New Evidence Challenges Coalition’s Denial It Used Cluster Munitions in Yemen

Local Editor

 Evidence gathered by Amnesty International appears to confirm reports that the Saudi Arabia-led coalition forces dropped US-manufactured cluster munitions on the Yemeni capital, Sana’a, on 6 January 2016. The attack killed a 16-year-old boy and wounded at least six other civilians, and scattered submunitions in at least four different residential neighbourhoods.

Amnesty International is calling on the coalition to immediately stop using cluster munitions, which are inherently indiscriminate weapons and are internationally banned.

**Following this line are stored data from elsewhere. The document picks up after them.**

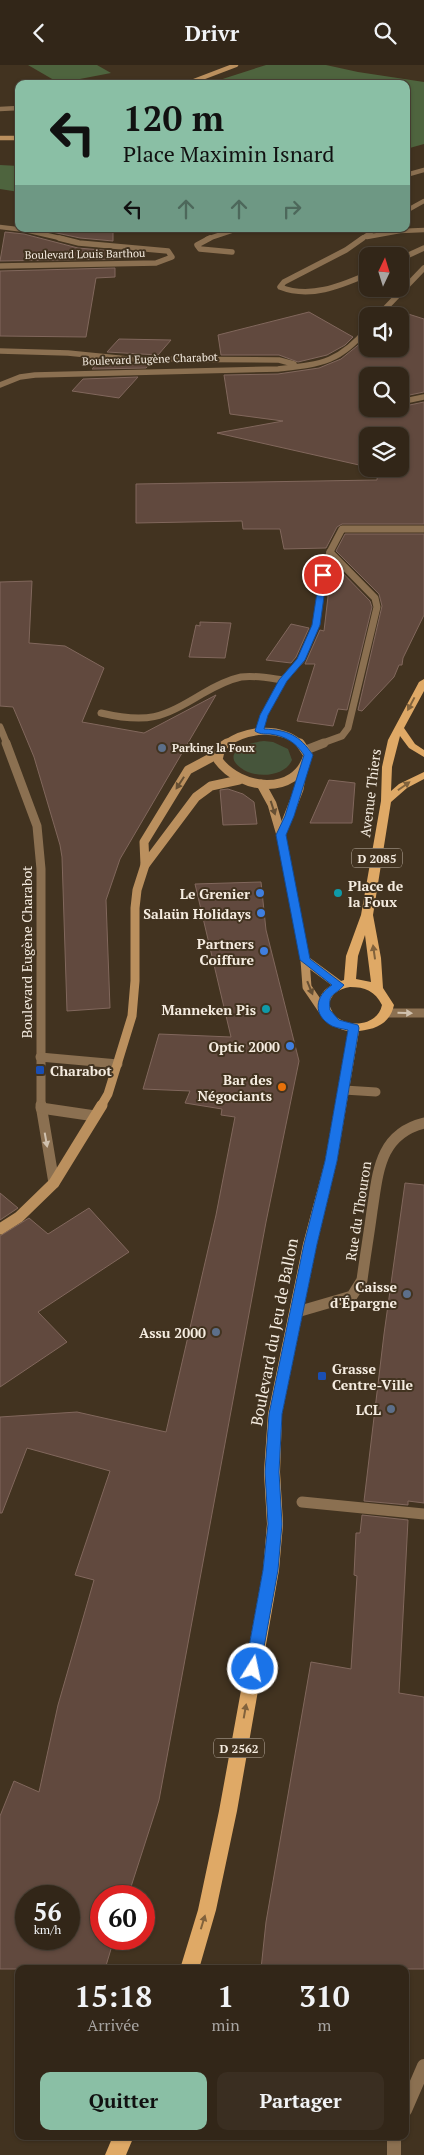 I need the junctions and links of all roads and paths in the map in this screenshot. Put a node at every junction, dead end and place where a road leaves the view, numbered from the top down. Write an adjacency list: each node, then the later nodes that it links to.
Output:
1 (236, 65): 2 (main road)
2 (197, 80)
3 (15, 108): 4 (street)
4 (0, 109)
5 (0, 138): 6 (main road)
6 (15, 138)
7 (424, 170): 8 (street)
8 (410, 174)
9 (424, 201): 10 (street)
10 (410, 209)
11 (0, 227): 12 (street, Boulevard Louis Barthou)
12 (15, 229)
13 (424, 230): 14 (street)
14 (410, 231)
15 (34, 232): 23 (street, Boulevard Louis Barthou)
16 (228, 232): 21 (street)
17 (372, 232): 19 (street)
18 (394, 232): 19 (street)
19 (366, 237): 25 (street)
20 (424, 248): 22 (street)
21 (232, 252)
22 (409, 255)
23 (0, 266)
24 (424, 268): 26 (street)
25 (359, 277)
26 (387, 307)
27 (359, 339): 29 (street, Boulevard Eugène Charabot)
28 (0, 351): 29 (street)
29 (302, 366): 30 (street, Boulevard Eugène Charabot)
30 (0, 385)
31 (424, 397): 32 (street)
32 (409, 400)
33 (424, 529): 34 (street)
34 (330, 552): 35 (street); 41 (street)
35 (284, 680): 37 (street); 40 (street)
36 (424, 682): 39 (main road, Avenue Thiers / D 2085, one-way to 39)
37 (101, 713)
38 (0, 727): 59 (street, Boulevard Eugène Charabot)
39 (399, 727): 43 (main road); 48 (main road, Avenue Thiers / D 2085)
40 (259, 731): 41 (main road); 42 (main road)
41 (306, 750): 44 (main road)
42 (218, 754): 46 (main road); 50 (main road, one-way to 50)
43 (424, 754)
44 (302, 772): 47 (main road); 49 (main road)
45 (424, 775): 48 (main road, one-way to 45)
46 (239, 780): 47 (main road); 50 (main road)
47 (260, 784): 49 (main road, one-way to 49)
48 (386, 801): 51 (main road, Avenue Thiers / D 2085)
49 (281, 835): 52 (main road)
50 (144, 865): 60 (main road)
51 (367, 915): 53 (main road, Avenue Thiers / D 2085); 54 (main road, Avenue Thiers / D 2085, one-way to 51)
52 (305, 960): 53 (main road); 55 (main road, one-way to 55)
53 (345, 984): 54 (main road); 55 (main road)
54 (377, 989): 56 (main road)
55 (324, 1012): 58 (main road)
56 (387, 1013): 57 (street, one-way to 57); 58 (main road)
57 (424, 1013)
58 (354, 1028): 61 (main road, Boulevard du Jeu de Ballon / D 2562)
59 (40, 1057): 60 (street); 63 (street, Boulevard Eugène Charabot)
60 (118, 1064): 64 (main road)
61 (344, 1090): 62 (street); 68 (main road, Boulevard du Jeu de Ballon / D 2562)
62 (376, 1092)
63 (41, 1108): 64 (street); 66 (street, Boulevard Eugène Charabot, one-way to 66)
64 (96, 1116): 66 (main road)
65 (424, 1123): 68 (street, Rue du Thouron)
66 (54, 1183): 67 (main road)
67 (0, 1229)
68 (297, 1312): 71 (main road, Boulevard du Jeu de Ballon / D 2562, one-way to 68)
69 (302, 1502): 70 (street)
70 (424, 1514)
71 (190, 1965)
72 (424, 2066): 73 (street)
73 (409, 2102)
74 (122, 2140): 76 (main road)
75 (394, 2140): 77 (street)
76 (115, 2155)
77 (394, 2155)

 For its part, the Saudi-led coalition did not confirm that it carried out any attack on the areas hit on 6 January. However, the spokesperson of the coalition’s military forces, General Ahmed al-Asiri, denied that the coalition had ever used cluster munitions in attacks on Sana’a and claimed they had only used them in one attack in Yemen, on a military target in Hajjah in April 2015.

Banned cluster bombs

Cluster munitions contain between dozens and hundreds of sub munitions, which are released in mid-air, and scatter indiscriminately over a large area measuring hundreds of square meters. Those munitions could be either air-dropped or ground-launched.

Besides, cluster sub munitions have a high "dud" rate - meaning a high percentage of them fail to explode on impact, becoming de facto land mines that pose a threat to civilians for years after deployment. Under the 2008 Convention on Cluster Munitions, which has almost 100 states parties, the use, production, sale and transfer of cluster munitions is prohibited.

Even though the USA, Yemen, Saudi Arabia and the majority of the other members of the Saudi-led coalition participating in the conflict in Yemen are not parties to the Convention, under the rules of customary international humanitarian law they must not use inherently indiscriminate weapons, which invariably pose a threat to civilians.

The organization reviewed photographs taken on 6 and 7 January in Sana’a that showed remnants of cluster munitions, including spherical sub munitions, and parts of the bomb or bombs that carried the sub munitions.

Amnesty International identified the munitions as US-made BLU-63 anti-personnel/anti-materiel sub munitions and components of a CBU-58 cluster bomb. Markings on the bomb remnants indicate that it was manufactured in 1978 at the Milan Army Ammunition Plant in the state of Tennessee in the USA.

The group further documented the use of three types of cluster bombs by the Saudi coalition in Yemen since March 2015: a US-manufactured CBU-87, which dispenses 202 BLU97 sub munitions; the more sophisticated US-manufactured CBU-105 Sensor Fuzed Weapon [carrying BLU-108 Sensor Fuzed sub munitions]; and a third variant that resembled the Brazilian manufactured ASTROS II, all of which were used in Sa’ada in northern Yemen.